Hundreds of people demonstrated in the province after video footage emerged of al-Nimr's arrest that showed him bleeding while in custody. The government said he had been wounded in a shootout. Al-Nimr faced charges including sedition and was sentenced to death in October 2014.
Despite al-Nimr's fiery tone, his supporters and others who followed his career said he had not called for violence. "To lump this guy with terrorists is a stretch," Wehrey said. "To my knowledge, he never called for armed insurrection."
The executions came as Saudi Arabia sought to battle comparisons between its application of Shariah law and that of the Islamic State, the Sunni extremist group. Most of the executions Saturday were by beheading; they were not public, unlike most Saudi executions.
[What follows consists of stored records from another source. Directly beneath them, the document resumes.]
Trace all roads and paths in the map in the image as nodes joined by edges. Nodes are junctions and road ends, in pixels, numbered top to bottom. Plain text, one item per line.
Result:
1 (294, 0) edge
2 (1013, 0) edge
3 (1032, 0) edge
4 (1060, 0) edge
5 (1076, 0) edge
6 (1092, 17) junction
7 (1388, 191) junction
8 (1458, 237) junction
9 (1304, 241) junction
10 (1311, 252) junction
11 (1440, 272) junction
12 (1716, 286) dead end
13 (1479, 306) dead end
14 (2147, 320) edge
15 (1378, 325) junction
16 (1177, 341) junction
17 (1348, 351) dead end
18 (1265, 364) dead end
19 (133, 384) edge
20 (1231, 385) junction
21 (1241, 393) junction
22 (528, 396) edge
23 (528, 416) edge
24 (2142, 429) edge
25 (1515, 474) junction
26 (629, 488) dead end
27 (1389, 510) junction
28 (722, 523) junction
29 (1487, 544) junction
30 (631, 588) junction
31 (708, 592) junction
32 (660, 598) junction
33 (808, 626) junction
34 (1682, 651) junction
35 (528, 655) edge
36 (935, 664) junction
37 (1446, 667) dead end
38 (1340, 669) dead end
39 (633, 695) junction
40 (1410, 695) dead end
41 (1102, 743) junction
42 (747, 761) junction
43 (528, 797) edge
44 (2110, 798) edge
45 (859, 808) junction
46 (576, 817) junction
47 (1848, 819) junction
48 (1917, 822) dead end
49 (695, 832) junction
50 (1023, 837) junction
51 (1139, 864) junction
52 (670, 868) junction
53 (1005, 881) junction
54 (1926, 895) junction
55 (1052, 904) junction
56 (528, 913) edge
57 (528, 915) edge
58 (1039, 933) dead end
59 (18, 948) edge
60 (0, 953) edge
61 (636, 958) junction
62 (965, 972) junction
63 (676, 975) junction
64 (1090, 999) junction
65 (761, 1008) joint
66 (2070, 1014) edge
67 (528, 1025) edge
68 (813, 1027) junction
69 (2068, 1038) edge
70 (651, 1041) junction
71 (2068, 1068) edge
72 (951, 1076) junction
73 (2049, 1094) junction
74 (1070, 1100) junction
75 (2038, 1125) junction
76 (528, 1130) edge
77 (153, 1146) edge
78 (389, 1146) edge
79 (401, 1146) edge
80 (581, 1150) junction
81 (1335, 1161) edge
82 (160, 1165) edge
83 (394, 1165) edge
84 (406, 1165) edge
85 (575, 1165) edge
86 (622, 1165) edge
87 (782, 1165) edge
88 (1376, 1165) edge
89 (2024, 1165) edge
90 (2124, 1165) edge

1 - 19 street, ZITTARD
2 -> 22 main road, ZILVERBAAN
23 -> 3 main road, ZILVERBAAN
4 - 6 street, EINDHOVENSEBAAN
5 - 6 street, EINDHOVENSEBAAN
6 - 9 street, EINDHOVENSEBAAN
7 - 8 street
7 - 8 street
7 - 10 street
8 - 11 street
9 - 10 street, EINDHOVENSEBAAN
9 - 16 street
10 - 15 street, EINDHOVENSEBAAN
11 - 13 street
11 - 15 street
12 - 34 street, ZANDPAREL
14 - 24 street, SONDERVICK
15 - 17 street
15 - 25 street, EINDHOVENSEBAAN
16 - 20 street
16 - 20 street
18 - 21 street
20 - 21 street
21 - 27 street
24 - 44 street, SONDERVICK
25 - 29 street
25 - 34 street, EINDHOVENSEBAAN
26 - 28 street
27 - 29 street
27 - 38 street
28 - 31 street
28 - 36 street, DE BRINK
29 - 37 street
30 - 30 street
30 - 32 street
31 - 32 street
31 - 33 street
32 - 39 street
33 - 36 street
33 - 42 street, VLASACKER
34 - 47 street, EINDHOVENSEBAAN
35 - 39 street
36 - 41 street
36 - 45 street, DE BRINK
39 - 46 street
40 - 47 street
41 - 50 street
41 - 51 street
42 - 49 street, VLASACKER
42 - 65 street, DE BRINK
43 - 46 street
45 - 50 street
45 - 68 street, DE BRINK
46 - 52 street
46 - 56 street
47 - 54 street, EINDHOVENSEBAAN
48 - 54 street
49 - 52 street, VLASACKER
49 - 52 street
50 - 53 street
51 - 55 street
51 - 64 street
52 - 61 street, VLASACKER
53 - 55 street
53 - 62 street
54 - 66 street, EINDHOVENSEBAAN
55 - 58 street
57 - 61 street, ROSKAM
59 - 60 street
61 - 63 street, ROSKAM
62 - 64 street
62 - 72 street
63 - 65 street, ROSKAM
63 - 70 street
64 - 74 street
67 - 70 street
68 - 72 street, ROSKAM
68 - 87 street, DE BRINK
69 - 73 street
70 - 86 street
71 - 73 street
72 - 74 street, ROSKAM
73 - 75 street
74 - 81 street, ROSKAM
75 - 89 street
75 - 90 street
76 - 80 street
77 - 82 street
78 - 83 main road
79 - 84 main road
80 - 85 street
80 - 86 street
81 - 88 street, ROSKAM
On Saturday, an image was posted on the website of the supreme leader in Iran, Ayatollah Ali Khamenei, depicting what appeared to be an Islamic State fighter about to kill a hostage and a Saudi executioner with a sword, with the question "Any differences?"
Saudi officials say their government puts to death only people who have been convicted of grave crimes, unlike the Islamic State, which kills hostages and releases grisly videos.
But human rights groups have criticized the Saudi justice system for not following due process by denying the accused access to legal counsel during interrogation and indicting suspects on vague charges like adopting extremist ideology or undermining the stability of the state.
The last mass execution of similar scale in Saudi Arabia was in 1980, when 63 jihadis were put to death after they seized the Grand Mosque in Mecca.
The executions of at least 157 people in 2015, a year that began with the inauguration of a new monarch, King Salman, were a sharp increase from the 90 people put to death in 2014. Saudi officials have argued that the increase reflects not a change in policy but a backlog of death sentences that had built up in the final years of the previous monarch, King Abdullah.